## Required work
Images appear in the records below; leave them out and repeat everything else exactly.

--------------------

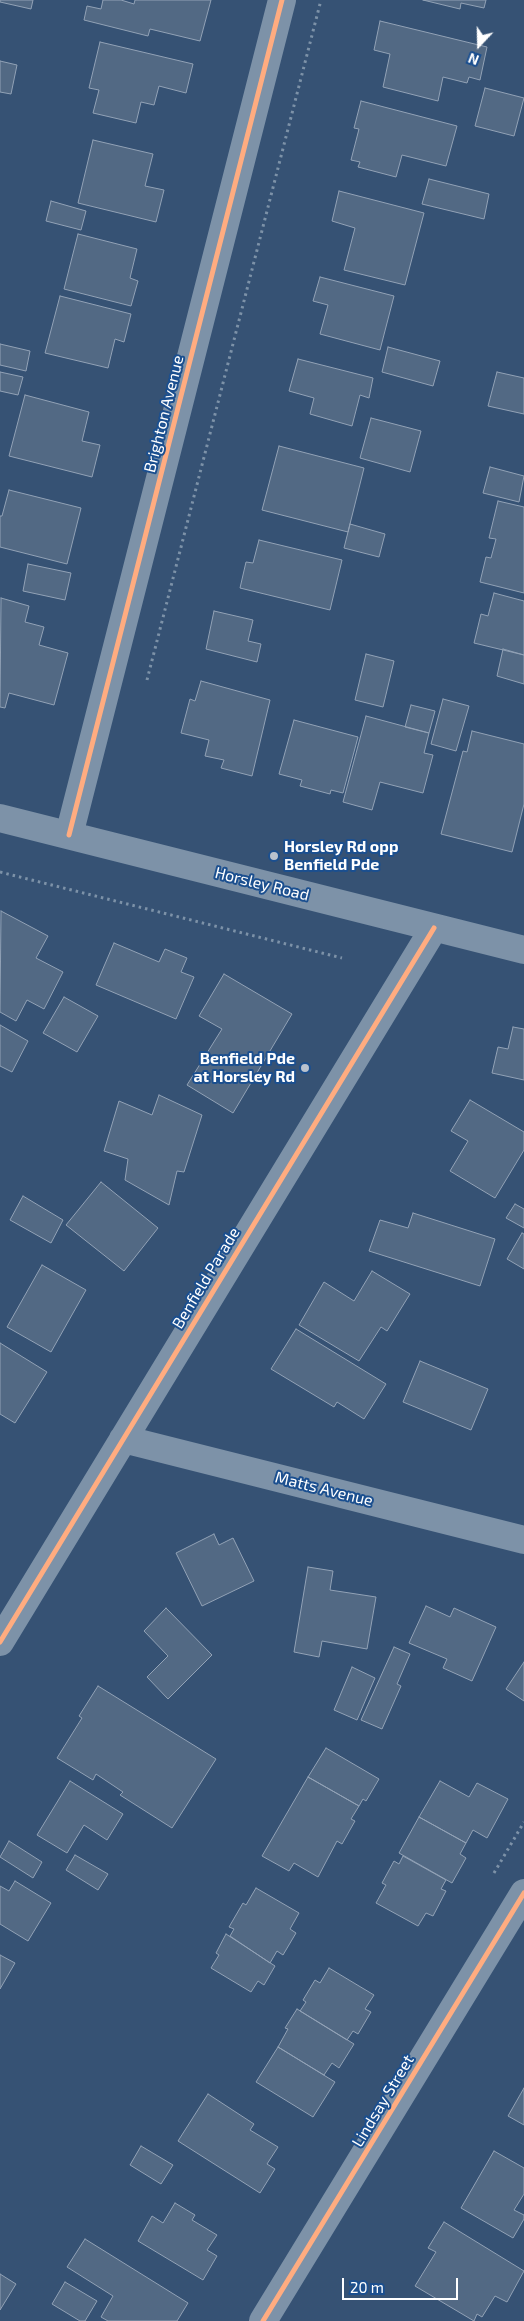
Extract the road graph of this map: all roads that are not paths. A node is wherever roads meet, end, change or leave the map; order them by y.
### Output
1 (282, 0) edge
2 (0, 818) edge
3 (69, 835) junction
4 (434, 928) junction
5 (524, 950) edge
6 (123, 1439) junction
7 (524, 1540) edge
8 (0, 1642) edge
9 (524, 1893) edge
10 (263, 2321) edge

1 - 3 street, Brighton Avenue
2 - 3 street, Horsley Road
3 - 4 street, Horsley Road
4 - 5 street, Horsley Road
4 - 6 street, Benfield Parade
6 - 7 street, Matts Avenue
6 - 8 street, Benfield Parade
9 - 10 street, Lindsay Street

--------------------

## Result of this exercise
Extract the road graph of this map: all roads that are not paths. A node is wherever roads meet, end, change or leave the map; order them by y.
### Output
1 (282, 0) edge
2 (0, 818) edge
3 (69, 835) junction
4 (434, 928) junction
5 (524, 950) edge
6 (123, 1439) junction
7 (524, 1540) edge
8 (0, 1642) edge
9 (524, 1893) edge
10 (263, 2321) edge

1 - 3 street, Brighton Avenue
2 - 3 street, Horsley Road
3 - 4 street, Horsley Road
4 - 5 street, Horsley Road
4 - 6 street, Benfield Parade
6 - 7 street, Matts Avenue
6 - 8 street, Benfield Parade
9 - 10 street, Lindsay Street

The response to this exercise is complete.